La Banque Mondiale (BM) a maintenu sa prévision de croissance pour l’économie algérienne en 2018, qui restera solide cette année sous l’effet de la hausse des dépenses de l’investissement et de la progression des cours pétroliers. Êtes-vous de cet avis?


Dans son rapport du mois de juin 2018, la Banque Mondiale prévoit un taux de croissance du PIB à 3,5% en 2018 quasi similaire à celui prévu en janvier par cette institution de Bretton Woods.

En effet, il y a une augmentation du budget d’investissement pour 2018, ce qui impactera directement le taux de croissance du PIB, d’autant que ce taux est très souvent tiré vers le haut grâce à la dépense publique et aux investissements consentis dans les différents programmes de l’Etat.

Le raffermissement des cours du brut au cours de ce premier semestre de 2018, n’est certainement pas étranger à la position de la BM, qui maintient la prévision du taux de croissance à un niveau appréciable.

La BM a cependant préconisé à l’Algérie de revoir sa politique protectionniste et les interdictions d’importation de certains produits qui peuvent compromettre la reprise.

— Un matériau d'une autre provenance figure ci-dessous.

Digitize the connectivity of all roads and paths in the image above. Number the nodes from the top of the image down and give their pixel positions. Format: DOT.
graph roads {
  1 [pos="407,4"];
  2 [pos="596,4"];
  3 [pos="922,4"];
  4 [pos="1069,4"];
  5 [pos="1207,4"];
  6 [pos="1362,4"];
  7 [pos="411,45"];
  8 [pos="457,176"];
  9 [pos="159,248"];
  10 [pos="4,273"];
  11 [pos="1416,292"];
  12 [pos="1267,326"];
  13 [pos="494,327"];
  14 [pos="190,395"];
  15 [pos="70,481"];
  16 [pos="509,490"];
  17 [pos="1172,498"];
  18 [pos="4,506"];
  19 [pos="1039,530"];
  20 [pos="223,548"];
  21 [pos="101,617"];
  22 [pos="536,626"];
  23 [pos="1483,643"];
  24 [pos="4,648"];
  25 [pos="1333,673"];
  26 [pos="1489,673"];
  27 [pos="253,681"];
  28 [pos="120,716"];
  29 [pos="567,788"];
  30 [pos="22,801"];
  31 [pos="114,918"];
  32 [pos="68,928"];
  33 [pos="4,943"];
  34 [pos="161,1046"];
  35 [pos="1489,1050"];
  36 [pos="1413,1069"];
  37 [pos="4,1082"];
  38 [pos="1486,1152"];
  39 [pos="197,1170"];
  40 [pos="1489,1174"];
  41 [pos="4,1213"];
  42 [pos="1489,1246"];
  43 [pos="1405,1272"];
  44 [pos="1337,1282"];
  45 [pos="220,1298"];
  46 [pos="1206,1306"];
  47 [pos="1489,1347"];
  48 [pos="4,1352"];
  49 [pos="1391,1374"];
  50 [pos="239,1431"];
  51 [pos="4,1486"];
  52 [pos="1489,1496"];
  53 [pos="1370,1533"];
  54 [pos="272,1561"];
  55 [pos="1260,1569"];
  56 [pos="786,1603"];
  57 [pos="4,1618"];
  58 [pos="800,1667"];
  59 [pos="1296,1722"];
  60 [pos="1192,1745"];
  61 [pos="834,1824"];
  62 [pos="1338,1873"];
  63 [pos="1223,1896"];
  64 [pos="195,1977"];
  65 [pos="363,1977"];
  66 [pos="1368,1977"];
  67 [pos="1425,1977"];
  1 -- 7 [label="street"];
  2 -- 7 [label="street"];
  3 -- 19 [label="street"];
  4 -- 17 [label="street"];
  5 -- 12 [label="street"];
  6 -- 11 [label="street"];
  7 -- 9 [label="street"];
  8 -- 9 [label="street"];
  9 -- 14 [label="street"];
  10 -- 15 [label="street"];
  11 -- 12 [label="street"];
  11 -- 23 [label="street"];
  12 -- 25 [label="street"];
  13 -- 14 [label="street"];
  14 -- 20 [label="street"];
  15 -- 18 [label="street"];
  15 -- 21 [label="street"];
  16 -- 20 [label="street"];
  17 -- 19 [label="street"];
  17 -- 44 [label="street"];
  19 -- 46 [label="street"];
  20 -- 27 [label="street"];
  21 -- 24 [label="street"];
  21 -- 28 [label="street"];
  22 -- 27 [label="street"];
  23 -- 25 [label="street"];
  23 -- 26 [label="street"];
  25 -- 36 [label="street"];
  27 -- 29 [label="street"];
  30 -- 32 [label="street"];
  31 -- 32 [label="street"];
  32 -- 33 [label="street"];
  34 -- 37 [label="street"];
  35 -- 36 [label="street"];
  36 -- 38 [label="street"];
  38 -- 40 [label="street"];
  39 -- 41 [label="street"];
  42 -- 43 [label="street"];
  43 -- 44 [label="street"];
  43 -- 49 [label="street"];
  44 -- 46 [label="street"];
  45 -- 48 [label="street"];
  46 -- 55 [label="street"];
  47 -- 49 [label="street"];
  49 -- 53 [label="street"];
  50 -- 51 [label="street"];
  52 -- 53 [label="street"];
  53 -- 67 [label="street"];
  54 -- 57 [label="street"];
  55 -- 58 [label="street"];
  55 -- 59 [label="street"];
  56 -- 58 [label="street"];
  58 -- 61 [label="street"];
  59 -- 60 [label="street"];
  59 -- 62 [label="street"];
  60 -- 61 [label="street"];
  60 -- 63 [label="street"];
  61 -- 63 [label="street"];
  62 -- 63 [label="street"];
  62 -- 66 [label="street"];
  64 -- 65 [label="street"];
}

Par contre pour les prochaines années, la BM estime ce taux à 2% en 2019 et 1,3% en 2020, soit un statut-quo par rapport à ses prévisions d’avril dernier. L’incertitude qui plane sur les cours du brut qui peuvent dévisser subitement ne permet pas de dresser des prévisions suffisamment fiables. Les risques sont  prépondérants et la hausse récente des prix du pétrole pourrait ne pas être soutenue, contrariée par une production de pétrole de schiste plus importante que prévue aux Etats-Unis, ainsi que la dénonciation des accords d’Alger relatif à la réduction de la production hydrocarbures par la Russie et l’Arabie Saoudite.